Uma idosa de 79 anos foi resgatada em situação análoga à escravidão no bairro de Padre Miguel, Zona Oeste do Rio de Janeiro. Ela trabalhava há mais de 50 anos como empregada doméstica para a mesma família, sem registro em carteira ou direitos trabalhistas.
O resgate ocorreu na primeira semana de outubro e foi coordenado por uma equipe de fiscalização do Ministério do Trabalho e Emprego, com a participação do Ministério Público do Trabalho e da Polícia Federal.
De acordo com informações da Agência Brasil, a idosa exercia a função de empregada doméstica e cuidava de uma senhora com mais de 100 anos de idade.
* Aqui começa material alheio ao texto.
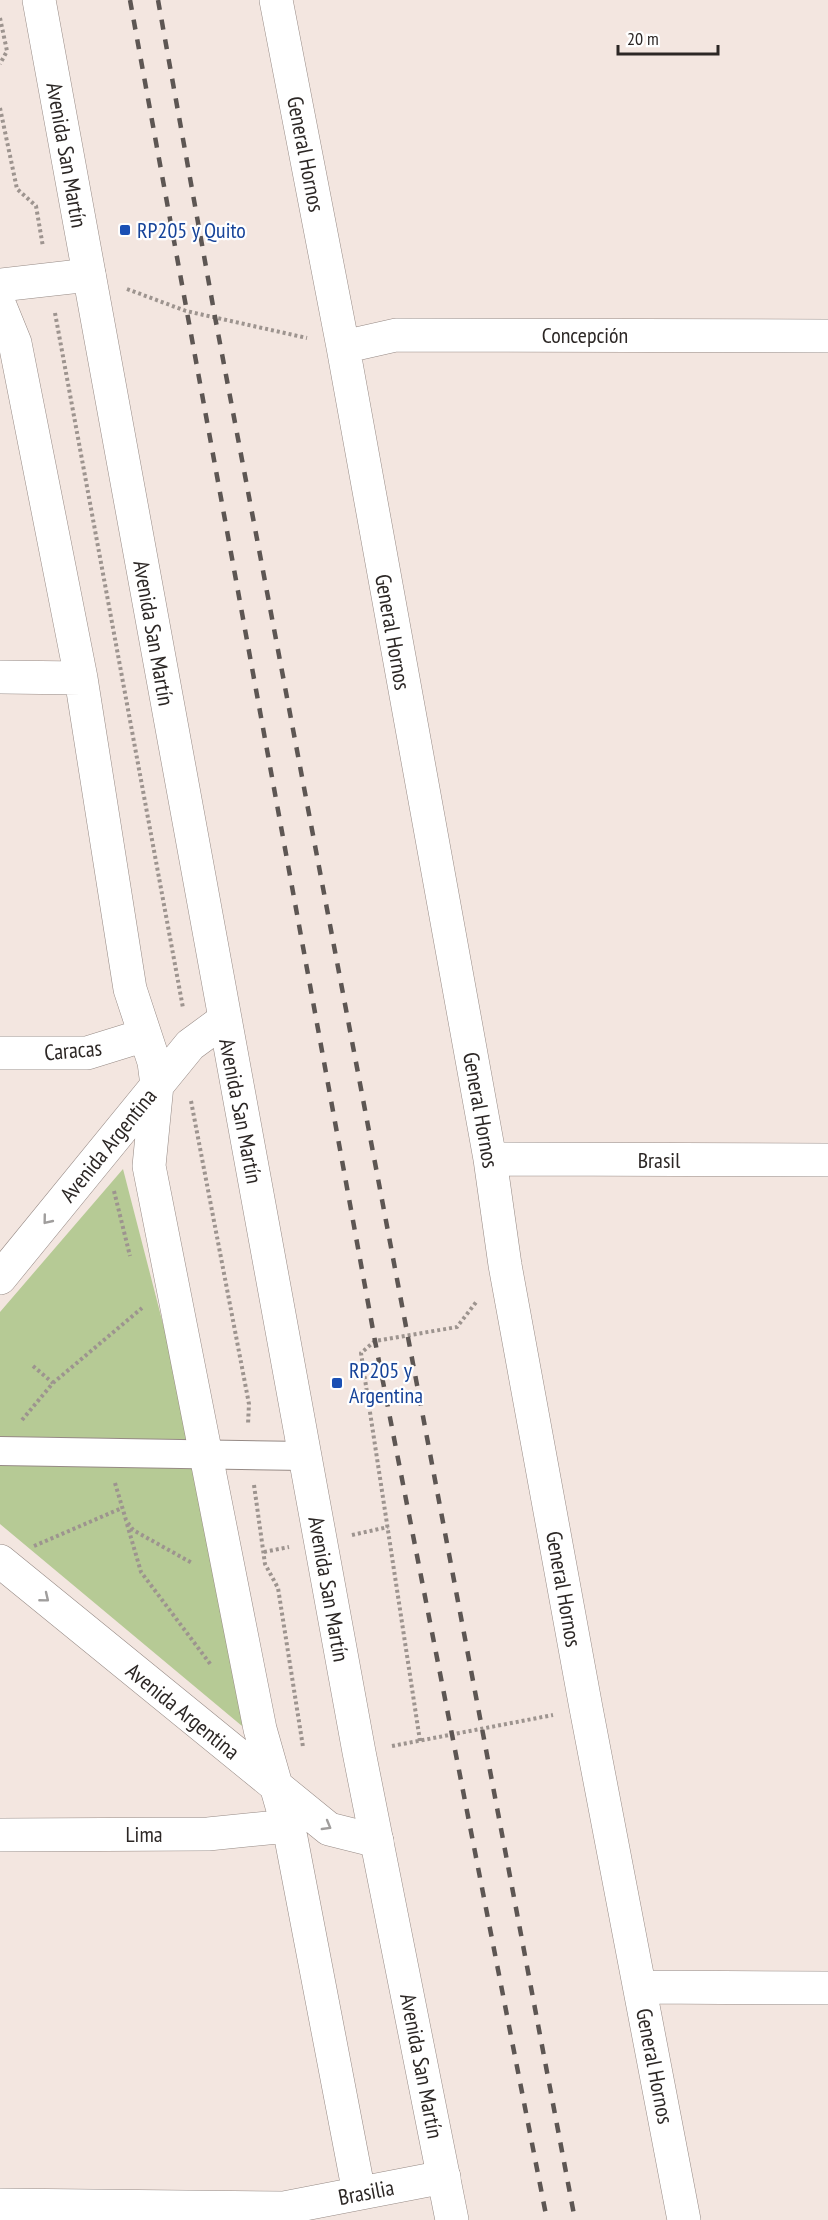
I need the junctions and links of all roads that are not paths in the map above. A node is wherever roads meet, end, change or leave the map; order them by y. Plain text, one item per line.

O relatório da equipe de fiscalização indicou que a trabalhadora fazia uso de medicação para arritmia cardíaca e dormia no mesmo quarto da empregadora, evidenciando que os cuidados prestados eram contínuos e ininterruptos, sem qualquer tipo de folga.
A auditoria calculou em cerca de R$ 60 mil as verbas rescisórias devidas à mulher e determinou o registro retroativo do vínculo empregatício, além do recolhimento dos valores correspondentes ao Fundo de Garantia por Tempo de Serviço (FGTS). Após décadas de isolamento e privação de direitos, a idosa foi acolhida por familiares e passou a receber acompanhamento.
O Ministério Público do Trabalho firmou um Termo de Ajustamento de Conduta com os empregadores, determinando a regularização das obrigações trabalhistas e previdenciárias, além do pagamento de um salário vitalício à vítima. A Polícia Federal continua investigando o caso.
Casos de trabalho análogo à escravidão podem ser denunciados de forma anônima e segura por meio de uma plataforma do Ministério do Trabalho e Emprego ou pelo Disque 100.